── Records provided ──

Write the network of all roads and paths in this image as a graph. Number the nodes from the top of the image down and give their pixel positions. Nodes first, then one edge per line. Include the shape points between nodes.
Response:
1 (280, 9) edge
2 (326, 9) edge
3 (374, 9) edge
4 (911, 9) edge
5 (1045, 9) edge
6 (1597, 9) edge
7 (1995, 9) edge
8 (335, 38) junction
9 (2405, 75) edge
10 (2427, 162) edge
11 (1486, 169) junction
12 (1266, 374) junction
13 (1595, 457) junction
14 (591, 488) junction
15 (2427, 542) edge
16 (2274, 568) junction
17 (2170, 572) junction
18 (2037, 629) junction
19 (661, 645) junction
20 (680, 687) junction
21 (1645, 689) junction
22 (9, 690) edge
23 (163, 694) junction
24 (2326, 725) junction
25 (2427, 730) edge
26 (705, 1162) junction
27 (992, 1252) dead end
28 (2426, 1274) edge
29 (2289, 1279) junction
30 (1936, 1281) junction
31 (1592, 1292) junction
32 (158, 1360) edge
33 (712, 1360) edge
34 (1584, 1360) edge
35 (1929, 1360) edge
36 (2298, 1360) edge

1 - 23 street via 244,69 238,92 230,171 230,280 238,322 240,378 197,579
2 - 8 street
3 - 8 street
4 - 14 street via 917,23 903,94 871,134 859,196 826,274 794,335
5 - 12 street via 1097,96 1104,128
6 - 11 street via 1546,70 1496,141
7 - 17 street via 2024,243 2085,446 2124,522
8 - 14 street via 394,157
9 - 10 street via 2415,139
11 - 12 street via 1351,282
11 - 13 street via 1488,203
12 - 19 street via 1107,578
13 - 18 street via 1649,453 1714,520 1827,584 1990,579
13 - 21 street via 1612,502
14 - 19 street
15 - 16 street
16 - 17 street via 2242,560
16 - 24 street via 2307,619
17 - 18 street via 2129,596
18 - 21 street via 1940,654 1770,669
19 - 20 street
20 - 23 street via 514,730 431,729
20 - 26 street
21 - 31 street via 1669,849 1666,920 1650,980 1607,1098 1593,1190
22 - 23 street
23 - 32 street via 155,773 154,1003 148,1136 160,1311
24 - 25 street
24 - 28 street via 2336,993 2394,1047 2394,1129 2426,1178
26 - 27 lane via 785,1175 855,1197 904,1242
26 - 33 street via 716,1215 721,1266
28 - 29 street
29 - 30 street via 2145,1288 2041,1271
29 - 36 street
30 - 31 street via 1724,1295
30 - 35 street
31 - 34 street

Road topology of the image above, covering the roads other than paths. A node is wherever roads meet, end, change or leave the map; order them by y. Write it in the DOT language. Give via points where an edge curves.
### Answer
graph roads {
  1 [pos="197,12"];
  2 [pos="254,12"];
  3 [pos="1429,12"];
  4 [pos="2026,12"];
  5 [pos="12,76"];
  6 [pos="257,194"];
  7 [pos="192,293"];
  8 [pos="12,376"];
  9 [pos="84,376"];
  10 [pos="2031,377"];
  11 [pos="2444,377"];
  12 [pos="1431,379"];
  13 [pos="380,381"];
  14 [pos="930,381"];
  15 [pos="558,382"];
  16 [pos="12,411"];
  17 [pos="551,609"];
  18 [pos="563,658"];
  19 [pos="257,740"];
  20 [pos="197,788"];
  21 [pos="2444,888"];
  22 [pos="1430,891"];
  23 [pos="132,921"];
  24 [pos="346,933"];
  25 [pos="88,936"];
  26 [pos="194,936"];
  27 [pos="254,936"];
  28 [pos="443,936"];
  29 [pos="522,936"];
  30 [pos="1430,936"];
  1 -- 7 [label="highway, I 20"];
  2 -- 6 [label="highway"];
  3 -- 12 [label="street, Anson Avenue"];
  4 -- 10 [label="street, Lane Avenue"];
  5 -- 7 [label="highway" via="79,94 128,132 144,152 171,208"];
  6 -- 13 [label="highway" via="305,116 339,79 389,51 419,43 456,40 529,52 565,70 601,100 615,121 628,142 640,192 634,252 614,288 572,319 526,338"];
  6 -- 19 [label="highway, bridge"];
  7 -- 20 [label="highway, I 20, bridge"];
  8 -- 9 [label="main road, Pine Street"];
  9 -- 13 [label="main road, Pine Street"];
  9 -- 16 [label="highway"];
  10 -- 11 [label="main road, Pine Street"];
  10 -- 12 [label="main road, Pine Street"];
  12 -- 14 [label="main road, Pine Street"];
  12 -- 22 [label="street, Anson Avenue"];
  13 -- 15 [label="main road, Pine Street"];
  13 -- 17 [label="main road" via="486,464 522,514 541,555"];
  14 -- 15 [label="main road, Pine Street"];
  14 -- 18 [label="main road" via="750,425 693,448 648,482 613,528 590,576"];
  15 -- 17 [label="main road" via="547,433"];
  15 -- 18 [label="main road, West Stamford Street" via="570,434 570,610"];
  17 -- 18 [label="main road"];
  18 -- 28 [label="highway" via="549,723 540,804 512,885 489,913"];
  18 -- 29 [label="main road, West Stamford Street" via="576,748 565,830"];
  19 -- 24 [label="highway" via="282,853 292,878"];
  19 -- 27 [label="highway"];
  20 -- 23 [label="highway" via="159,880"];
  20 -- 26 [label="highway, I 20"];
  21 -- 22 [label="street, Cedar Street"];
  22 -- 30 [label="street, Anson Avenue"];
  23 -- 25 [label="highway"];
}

───

## Task goal
Starting from the first line above, copy the data through to the last line exactly.

## Written reply
Write the network of all roads and paths in this image as a graph. Number the nodes from the top of the image down and give their pixel positions. Nodes first, then one edge per line. Include the shape points between nodes.
Response:
1 (280, 9) edge
2 (326, 9) edge
3 (374, 9) edge
4 (911, 9) edge
5 (1045, 9) edge
6 (1597, 9) edge
7 (1995, 9) edge
8 (335, 38) junction
9 (2405, 75) edge
10 (2427, 162) edge
11 (1486, 169) junction
12 (1266, 374) junction
13 (1595, 457) junction
14 (591, 488) junction
15 (2427, 542) edge
16 (2274, 568) junction
17 (2170, 572) junction
18 (2037, 629) junction
19 (661, 645) junction
20 (680, 687) junction
21 (1645, 689) junction
22 (9, 690) edge
23 (163, 694) junction
24 (2326, 725) junction
25 (2427, 730) edge
26 (705, 1162) junction
27 (992, 1252) dead end
28 (2426, 1274) edge
29 (2289, 1279) junction
30 (1936, 1281) junction
31 (1592, 1292) junction
32 (158, 1360) edge
33 (712, 1360) edge
34 (1584, 1360) edge
35 (1929, 1360) edge
36 (2298, 1360) edge

1 - 23 street via 244,69 238,92 230,171 230,280 238,322 240,378 197,579
2 - 8 street
3 - 8 street
4 - 14 street via 917,23 903,94 871,134 859,196 826,274 794,335
5 - 12 street via 1097,96 1104,128
6 - 11 street via 1546,70 1496,141
7 - 17 street via 2024,243 2085,446 2124,522
8 - 14 street via 394,157
9 - 10 street via 2415,139
11 - 12 street via 1351,282
11 - 13 street via 1488,203
12 - 19 street via 1107,578
13 - 18 street via 1649,453 1714,520 1827,584 1990,579
13 - 21 street via 1612,502
14 - 19 street
15 - 16 street
16 - 17 street via 2242,560
16 - 24 street via 2307,619
17 - 18 street via 2129,596
18 - 21 street via 1940,654 1770,669
19 - 20 street
20 - 23 street via 514,730 431,729
20 - 26 street
21 - 31 street via 1669,849 1666,920 1650,980 1607,1098 1593,1190
22 - 23 street
23 - 32 street via 155,773 154,1003 148,1136 160,1311
24 - 25 street
24 - 28 street via 2336,993 2394,1047 2394,1129 2426,1178
26 - 27 lane via 785,1175 855,1197 904,1242
26 - 33 street via 716,1215 721,1266
28 - 29 street
29 - 30 street via 2145,1288 2041,1271
29 - 36 street
30 - 31 street via 1724,1295
30 - 35 street
31 - 34 street

Road topology of the image above, covering the roads other than paths. A node is wherever roads meet, end, change or leave the map; order them by y. Write it in the DOT language. Give via points where an edge curves.
### Answer
graph roads {
  1 [pos="197,12"];
  2 [pos="254,12"];
  3 [pos="1429,12"];
  4 [pos="2026,12"];
  5 [pos="12,76"];
  6 [pos="257,194"];
  7 [pos="192,293"];
  8 [pos="12,376"];
  9 [pos="84,376"];
  10 [pos="2031,377"];
  11 [pos="2444,377"];
  12 [pos="1431,379"];
  13 [pos="380,381"];
  14 [pos="930,381"];
  15 [pos="558,382"];
  16 [pos="12,411"];
  17 [pos="551,609"];
  18 [pos="563,658"];
  19 [pos="257,740"];
  20 [pos="197,788"];
  21 [pos="2444,888"];
  22 [pos="1430,891"];
  23 [pos="132,921"];
  24 [pos="346,933"];
  25 [pos="88,936"];
  26 [pos="194,936"];
  27 [pos="254,936"];
  28 [pos="443,936"];
  29 [pos="522,936"];
  30 [pos="1430,936"];
  1 -- 7 [label="highway, I 20"];
  2 -- 6 [label="highway"];
  3 -- 12 [label="street, Anson Avenue"];
  4 -- 10 [label="street, Lane Avenue"];
  5 -- 7 [label="highway" via="79,94 128,132 144,152 171,208"];
  6 -- 13 [label="highway" via="305,116 339,79 389,51 419,43 456,40 529,52 565,70 601,100 615,121 628,142 640,192 634,252 614,288 572,319 526,338"];
  6 -- 19 [label="highway, bridge"];
  7 -- 20 [label="highway, I 20, bridge"];
  8 -- 9 [label="main road, Pine Street"];
  9 -- 13 [label="main road, Pine Street"];
  9 -- 16 [label="highway"];
  10 -- 11 [label="main road, Pine Street"];
  10 -- 12 [label="main road, Pine Street"];
  12 -- 14 [label="main road, Pine Street"];
  12 -- 22 [label="street, Anson Avenue"];
  13 -- 15 [label="main road, Pine Street"];
  13 -- 17 [label="main road" via="486,464 522,514 541,555"];
  14 -- 15 [label="main road, Pine Street"];
  14 -- 18 [label="main road" via="750,425 693,448 648,482 613,528 590,576"];
  15 -- 17 [label="main road" via="547,433"];
  15 -- 18 [label="main road, West Stamford Street" via="570,434 570,610"];
  17 -- 18 [label="main road"];
  18 -- 28 [label="highway" via="549,723 540,804 512,885 489,913"];
  18 -- 29 [label="main road, West Stamford Street" via="576,748 565,830"];
  19 -- 24 [label="highway" via="282,853 292,878"];
  19 -- 27 [label="highway"];
  20 -- 23 [label="highway" via="159,880"];
  20 -- 26 [label="highway, I 20"];
  21 -- 22 [label="street, Cedar Street"];
  22 -- 30 [label="street, Anson Avenue"];
  23 -- 25 [label="highway"];
}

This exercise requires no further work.